==== Material for this task
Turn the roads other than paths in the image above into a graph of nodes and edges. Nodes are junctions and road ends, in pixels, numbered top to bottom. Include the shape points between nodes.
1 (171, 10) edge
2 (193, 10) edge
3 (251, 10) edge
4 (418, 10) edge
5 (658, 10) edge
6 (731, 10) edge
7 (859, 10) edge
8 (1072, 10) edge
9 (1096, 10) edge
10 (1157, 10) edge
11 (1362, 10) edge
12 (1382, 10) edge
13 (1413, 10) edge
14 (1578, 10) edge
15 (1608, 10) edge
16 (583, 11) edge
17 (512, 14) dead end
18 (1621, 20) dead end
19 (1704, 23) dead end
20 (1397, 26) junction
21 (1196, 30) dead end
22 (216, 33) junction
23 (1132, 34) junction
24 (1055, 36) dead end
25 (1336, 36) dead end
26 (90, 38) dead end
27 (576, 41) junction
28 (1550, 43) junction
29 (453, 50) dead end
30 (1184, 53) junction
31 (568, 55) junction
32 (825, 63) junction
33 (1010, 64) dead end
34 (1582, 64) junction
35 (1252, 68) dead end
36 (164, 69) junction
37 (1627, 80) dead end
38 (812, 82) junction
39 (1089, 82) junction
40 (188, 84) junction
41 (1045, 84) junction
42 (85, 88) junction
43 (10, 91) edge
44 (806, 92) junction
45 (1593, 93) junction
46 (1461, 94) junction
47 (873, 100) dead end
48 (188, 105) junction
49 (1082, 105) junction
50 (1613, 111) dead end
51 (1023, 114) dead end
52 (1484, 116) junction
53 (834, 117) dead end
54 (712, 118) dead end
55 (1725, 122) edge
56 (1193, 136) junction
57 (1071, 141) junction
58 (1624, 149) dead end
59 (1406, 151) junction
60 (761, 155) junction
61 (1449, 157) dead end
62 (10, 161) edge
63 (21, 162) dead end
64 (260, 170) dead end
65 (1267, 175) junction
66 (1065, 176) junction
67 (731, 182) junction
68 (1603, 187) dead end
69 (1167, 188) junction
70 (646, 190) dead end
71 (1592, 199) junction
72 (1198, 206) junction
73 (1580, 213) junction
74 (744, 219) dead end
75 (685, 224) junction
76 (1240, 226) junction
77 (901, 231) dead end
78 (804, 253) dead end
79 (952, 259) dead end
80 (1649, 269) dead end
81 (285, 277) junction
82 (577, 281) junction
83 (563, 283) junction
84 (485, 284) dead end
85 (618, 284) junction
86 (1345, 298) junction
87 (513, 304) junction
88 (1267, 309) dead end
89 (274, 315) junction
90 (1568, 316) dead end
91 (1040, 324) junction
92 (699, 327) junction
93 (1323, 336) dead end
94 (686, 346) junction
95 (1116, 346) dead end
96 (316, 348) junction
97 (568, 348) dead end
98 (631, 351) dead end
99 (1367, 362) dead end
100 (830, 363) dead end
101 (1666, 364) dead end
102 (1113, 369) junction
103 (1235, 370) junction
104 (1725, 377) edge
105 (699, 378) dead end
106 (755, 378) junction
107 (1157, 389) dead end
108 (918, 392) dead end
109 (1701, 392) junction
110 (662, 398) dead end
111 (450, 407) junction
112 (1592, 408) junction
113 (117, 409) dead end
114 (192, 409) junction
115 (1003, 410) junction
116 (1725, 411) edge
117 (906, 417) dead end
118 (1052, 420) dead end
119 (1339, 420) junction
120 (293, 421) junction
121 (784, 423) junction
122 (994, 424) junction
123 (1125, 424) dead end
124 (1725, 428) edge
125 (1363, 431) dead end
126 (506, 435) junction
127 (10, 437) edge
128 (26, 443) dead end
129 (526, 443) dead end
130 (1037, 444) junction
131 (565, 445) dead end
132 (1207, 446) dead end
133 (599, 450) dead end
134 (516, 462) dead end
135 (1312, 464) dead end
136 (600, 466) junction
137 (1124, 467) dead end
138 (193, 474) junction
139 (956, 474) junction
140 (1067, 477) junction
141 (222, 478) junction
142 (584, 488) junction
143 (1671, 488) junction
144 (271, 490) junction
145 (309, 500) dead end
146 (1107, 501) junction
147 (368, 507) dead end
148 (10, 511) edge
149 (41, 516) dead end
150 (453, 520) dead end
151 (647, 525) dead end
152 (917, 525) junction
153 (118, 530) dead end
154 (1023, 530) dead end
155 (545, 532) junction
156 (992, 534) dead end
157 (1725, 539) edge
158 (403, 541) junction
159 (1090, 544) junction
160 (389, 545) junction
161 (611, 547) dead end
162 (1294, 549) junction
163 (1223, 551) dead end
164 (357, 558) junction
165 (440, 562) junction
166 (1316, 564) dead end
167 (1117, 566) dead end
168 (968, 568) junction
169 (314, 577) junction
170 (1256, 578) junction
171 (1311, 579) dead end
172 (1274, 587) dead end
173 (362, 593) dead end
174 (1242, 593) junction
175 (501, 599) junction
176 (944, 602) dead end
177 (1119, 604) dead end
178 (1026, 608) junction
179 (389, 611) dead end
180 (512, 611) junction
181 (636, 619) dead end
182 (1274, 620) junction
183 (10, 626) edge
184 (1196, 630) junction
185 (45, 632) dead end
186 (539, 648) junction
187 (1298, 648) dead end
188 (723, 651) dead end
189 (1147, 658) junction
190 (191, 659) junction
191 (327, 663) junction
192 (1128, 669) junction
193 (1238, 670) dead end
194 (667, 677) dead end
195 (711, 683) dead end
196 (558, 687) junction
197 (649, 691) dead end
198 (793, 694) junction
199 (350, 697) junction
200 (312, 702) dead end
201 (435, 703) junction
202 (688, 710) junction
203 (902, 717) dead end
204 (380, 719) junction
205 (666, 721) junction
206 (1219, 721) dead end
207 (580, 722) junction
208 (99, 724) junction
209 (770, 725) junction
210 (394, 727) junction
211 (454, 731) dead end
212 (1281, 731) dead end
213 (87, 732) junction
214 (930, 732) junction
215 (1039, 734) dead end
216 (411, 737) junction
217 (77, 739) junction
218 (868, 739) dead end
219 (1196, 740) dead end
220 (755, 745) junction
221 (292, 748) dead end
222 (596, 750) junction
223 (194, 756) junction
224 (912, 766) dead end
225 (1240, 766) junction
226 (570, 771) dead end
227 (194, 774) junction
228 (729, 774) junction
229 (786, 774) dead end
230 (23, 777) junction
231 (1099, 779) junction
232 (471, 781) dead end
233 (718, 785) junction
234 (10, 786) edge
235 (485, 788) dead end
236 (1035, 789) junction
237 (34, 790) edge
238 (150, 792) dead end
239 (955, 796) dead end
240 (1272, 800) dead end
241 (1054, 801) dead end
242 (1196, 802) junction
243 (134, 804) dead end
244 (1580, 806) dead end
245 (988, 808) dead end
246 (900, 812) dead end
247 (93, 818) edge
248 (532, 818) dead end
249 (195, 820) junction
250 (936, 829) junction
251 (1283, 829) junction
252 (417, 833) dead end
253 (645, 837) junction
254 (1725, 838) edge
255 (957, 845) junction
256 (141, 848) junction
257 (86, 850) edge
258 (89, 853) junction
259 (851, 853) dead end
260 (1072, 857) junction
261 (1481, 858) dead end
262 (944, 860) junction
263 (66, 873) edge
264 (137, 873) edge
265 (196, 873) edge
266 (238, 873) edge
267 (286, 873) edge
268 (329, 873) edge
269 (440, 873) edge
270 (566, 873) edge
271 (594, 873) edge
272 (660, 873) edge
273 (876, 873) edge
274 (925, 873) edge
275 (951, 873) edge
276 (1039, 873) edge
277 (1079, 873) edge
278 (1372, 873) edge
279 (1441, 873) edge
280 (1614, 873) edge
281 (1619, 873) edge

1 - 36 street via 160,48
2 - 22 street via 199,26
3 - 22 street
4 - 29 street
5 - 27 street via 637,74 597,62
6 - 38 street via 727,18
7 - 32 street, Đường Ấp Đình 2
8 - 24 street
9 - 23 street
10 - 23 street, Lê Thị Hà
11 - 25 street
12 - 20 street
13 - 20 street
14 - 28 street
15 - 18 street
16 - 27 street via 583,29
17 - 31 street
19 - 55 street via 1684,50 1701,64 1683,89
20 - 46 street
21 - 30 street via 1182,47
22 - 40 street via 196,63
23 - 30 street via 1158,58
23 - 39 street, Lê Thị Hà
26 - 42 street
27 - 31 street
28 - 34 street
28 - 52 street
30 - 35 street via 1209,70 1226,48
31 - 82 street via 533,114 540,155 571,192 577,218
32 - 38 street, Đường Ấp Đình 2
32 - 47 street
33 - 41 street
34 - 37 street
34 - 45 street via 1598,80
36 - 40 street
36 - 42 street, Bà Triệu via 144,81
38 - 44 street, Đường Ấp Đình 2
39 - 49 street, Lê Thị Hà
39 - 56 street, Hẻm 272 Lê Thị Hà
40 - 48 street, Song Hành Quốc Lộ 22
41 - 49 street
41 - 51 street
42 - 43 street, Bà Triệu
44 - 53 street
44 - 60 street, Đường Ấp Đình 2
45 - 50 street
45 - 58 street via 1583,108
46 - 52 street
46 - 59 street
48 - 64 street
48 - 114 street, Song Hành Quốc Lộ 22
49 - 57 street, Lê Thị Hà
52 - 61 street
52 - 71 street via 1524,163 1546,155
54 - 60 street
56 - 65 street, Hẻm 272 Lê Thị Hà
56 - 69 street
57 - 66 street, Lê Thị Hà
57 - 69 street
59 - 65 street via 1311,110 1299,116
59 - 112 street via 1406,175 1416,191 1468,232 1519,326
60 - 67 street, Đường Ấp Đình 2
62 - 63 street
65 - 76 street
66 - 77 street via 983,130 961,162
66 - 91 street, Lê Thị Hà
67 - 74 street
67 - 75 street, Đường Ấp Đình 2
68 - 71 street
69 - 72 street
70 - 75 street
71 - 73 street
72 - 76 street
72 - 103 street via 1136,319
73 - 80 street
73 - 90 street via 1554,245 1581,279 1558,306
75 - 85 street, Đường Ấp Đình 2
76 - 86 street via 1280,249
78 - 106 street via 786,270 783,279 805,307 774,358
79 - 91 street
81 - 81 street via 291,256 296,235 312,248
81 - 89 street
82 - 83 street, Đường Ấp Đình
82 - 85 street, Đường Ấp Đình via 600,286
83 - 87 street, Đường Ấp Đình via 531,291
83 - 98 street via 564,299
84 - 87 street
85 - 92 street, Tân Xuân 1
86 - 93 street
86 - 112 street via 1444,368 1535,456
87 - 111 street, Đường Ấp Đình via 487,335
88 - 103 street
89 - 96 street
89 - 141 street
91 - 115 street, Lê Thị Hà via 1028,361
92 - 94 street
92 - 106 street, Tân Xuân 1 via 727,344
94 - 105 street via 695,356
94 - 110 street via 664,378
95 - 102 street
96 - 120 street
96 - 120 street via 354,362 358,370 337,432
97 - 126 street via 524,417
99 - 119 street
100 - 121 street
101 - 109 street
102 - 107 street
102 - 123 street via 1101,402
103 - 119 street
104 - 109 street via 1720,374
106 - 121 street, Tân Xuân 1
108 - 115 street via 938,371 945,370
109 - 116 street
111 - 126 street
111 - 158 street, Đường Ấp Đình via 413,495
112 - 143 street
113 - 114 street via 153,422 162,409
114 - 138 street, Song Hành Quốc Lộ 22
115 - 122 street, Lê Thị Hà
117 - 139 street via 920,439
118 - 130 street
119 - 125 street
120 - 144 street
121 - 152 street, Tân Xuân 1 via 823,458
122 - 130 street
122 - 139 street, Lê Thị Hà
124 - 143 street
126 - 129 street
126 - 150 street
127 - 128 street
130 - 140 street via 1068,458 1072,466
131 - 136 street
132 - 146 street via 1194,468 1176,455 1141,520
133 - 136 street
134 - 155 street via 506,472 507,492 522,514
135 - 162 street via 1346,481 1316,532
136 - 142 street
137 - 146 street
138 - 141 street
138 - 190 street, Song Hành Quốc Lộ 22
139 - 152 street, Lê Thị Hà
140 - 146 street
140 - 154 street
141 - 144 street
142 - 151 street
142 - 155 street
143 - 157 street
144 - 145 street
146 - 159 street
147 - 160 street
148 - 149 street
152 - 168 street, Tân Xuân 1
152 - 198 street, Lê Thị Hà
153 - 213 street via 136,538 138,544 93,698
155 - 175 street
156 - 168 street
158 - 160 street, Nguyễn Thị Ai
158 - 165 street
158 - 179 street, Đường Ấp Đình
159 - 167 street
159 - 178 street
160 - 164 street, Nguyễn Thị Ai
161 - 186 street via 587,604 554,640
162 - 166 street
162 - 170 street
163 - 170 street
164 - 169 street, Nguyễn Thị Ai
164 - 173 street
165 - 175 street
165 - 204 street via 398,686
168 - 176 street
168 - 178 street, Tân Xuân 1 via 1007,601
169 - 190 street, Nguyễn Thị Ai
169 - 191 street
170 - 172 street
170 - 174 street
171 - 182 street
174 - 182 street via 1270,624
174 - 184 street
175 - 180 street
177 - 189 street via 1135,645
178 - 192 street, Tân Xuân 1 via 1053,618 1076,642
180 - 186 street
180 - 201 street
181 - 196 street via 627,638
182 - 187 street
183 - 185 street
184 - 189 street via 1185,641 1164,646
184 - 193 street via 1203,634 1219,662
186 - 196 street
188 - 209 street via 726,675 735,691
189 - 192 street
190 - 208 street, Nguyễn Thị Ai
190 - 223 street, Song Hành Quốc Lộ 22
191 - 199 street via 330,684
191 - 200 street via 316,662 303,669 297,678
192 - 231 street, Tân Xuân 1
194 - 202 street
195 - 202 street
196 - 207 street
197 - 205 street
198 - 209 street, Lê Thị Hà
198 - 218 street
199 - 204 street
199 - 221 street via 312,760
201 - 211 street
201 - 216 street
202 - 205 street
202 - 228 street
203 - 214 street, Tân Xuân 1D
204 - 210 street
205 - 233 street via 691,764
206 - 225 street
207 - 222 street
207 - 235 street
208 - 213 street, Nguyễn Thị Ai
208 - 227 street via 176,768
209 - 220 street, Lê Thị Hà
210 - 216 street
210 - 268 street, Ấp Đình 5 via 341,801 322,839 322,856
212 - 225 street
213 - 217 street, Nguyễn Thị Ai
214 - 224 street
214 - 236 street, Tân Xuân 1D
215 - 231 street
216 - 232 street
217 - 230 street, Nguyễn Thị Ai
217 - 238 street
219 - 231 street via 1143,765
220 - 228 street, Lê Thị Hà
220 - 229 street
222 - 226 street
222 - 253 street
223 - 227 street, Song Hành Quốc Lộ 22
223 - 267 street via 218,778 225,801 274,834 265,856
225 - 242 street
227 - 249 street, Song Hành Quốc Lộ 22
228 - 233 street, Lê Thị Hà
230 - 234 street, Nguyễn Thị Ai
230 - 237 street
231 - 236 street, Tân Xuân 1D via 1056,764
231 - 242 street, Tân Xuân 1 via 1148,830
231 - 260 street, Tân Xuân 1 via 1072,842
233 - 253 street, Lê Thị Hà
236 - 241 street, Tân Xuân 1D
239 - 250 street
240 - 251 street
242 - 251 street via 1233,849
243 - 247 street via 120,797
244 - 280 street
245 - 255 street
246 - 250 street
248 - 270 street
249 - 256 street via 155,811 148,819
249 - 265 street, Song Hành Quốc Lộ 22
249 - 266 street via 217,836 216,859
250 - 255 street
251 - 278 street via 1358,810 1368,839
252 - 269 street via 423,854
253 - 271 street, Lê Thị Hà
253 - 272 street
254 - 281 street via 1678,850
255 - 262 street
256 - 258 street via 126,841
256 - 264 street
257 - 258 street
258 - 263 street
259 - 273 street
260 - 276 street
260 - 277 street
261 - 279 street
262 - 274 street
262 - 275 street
========
▶ [Task item]
Tally the lines above that contain the word "Nguyễn", and reply with only the number.

▶ [Solution for this exercise]
9